Working in the plant reveals shortcomings in many traditional plasticizers, especially when customers require approval for new consumer applications. Many labs use generic protocols that never reach the variability of a live production environment. Our product faces batch-to-batch differences in input oil, fluctuating pressures, and the real-world wear on pipelines and filtration units. The compound must stand up to minor process swings without collapse in quality. Years ago, small yields and inconsistent reactions kept vegetable-based epoxidized plasticizers on the margins of the industry; today, those issues are solved on the floor through vigilant equipment monitoring and prompt troubleshooting—skills that don’t come from a textbook or a theoretical process simulation.
Feedback cycles between production, QA, and R&D matter more to reliability than any formal document can convey. Every unexpected gel point, off-color batch, or polymer compatibility question becomes an immediate loop between technicians, plant supervisors, and chemical engineers. Monthly forensic analysis digs into even single complaints, with outcomes feeding into both small plant upgrades and macro process changes. For instance, a customer’s discovery of improved print adhesion in PVC using a different temperature ramp became a new in-house test protocol that influenced the standard manufacturing profile.
A process manager who wakes up in the middle of the night to troubleshoot a stuck batch pump or a cloudy tank understands why the details matter. Each shipment not only represents a finished chemical product but also months, sometimes years, of input from every part of the factory’s operation. Customers see the results as improved film gloss, tighter tolerance in wire coatings, or steadier melt viscosity, but inside the plant, it looks like daily problem solving and prediction. Diacetyl Epoxidized Vegetable-Oleic Acid Glyceride stands as a tangible outcome of that work. The cycle of small wins, tested improvements, and quick pivots overcomes the common issues that slow innovation elsewhere.
We answer questions from the customer floor to the technical bench, usually within hours. That’s not a sales pitch from a middleman—it’s factory staff with real hands on the line, ready to share findings, support new application development, or help work through an unexpected processing glitch. Technical bulletins and dosing recommendations evolve as fresh plant experience accumulates and fresh data comes in. Our responsibility never ends at the dock door.
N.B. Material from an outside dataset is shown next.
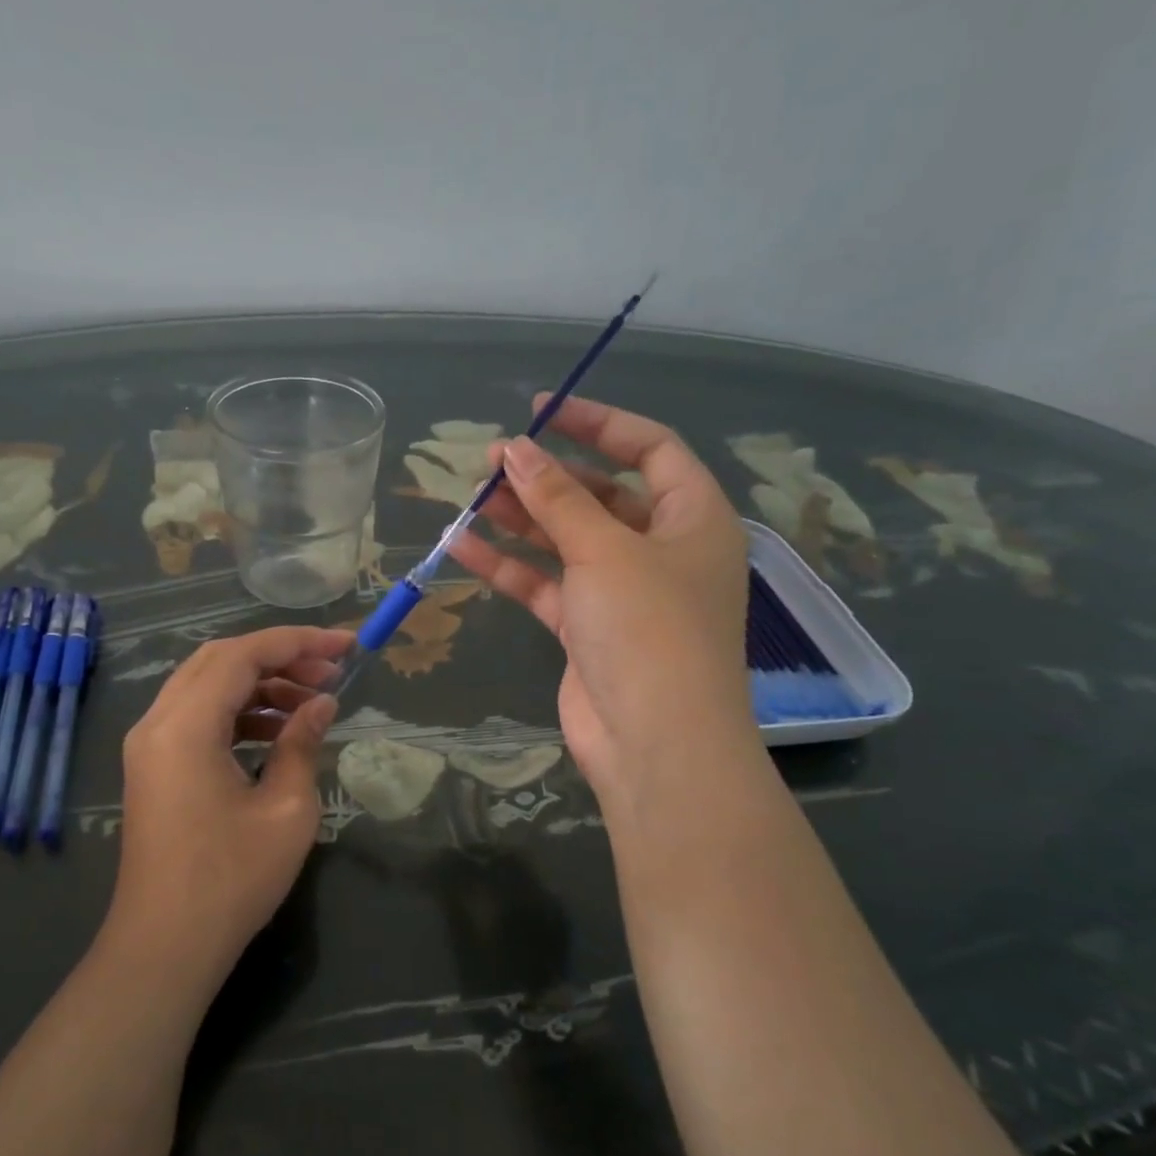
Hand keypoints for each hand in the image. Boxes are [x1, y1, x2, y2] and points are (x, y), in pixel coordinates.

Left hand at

Keeping pace with polymer and additive development is an ongoing struggle, not a solved problem. New resin chemistries and fabrication methods raise new challenges for plasticizer compatibility, process safety, and environmental performance. Our team works side-by-side with R&D from top compounding companies to road test new process variables, then feed those insights back into our reactor controls and batch protocols. Customer trials drive our product roadmap more than any planned quarterly goal.
Working inside the chemical plant and talking with compounders, we’re keenly aware that finishing a batch successfully today is different from delivering consistent results year after year. Our Diacetyl Epoxidized Vegetable-Oleic Acid Glyceride represents a long road of material science, chemistry, and practical adaptation. Buyers count on not just today's spec, but the track record—easier processing, safer handling, better long-term stability, and ongoing support. From custom compatibility testing to fast turnaround on special grades, it’s years on the plant floor—not just a formal specification—that turn raw materials into something real.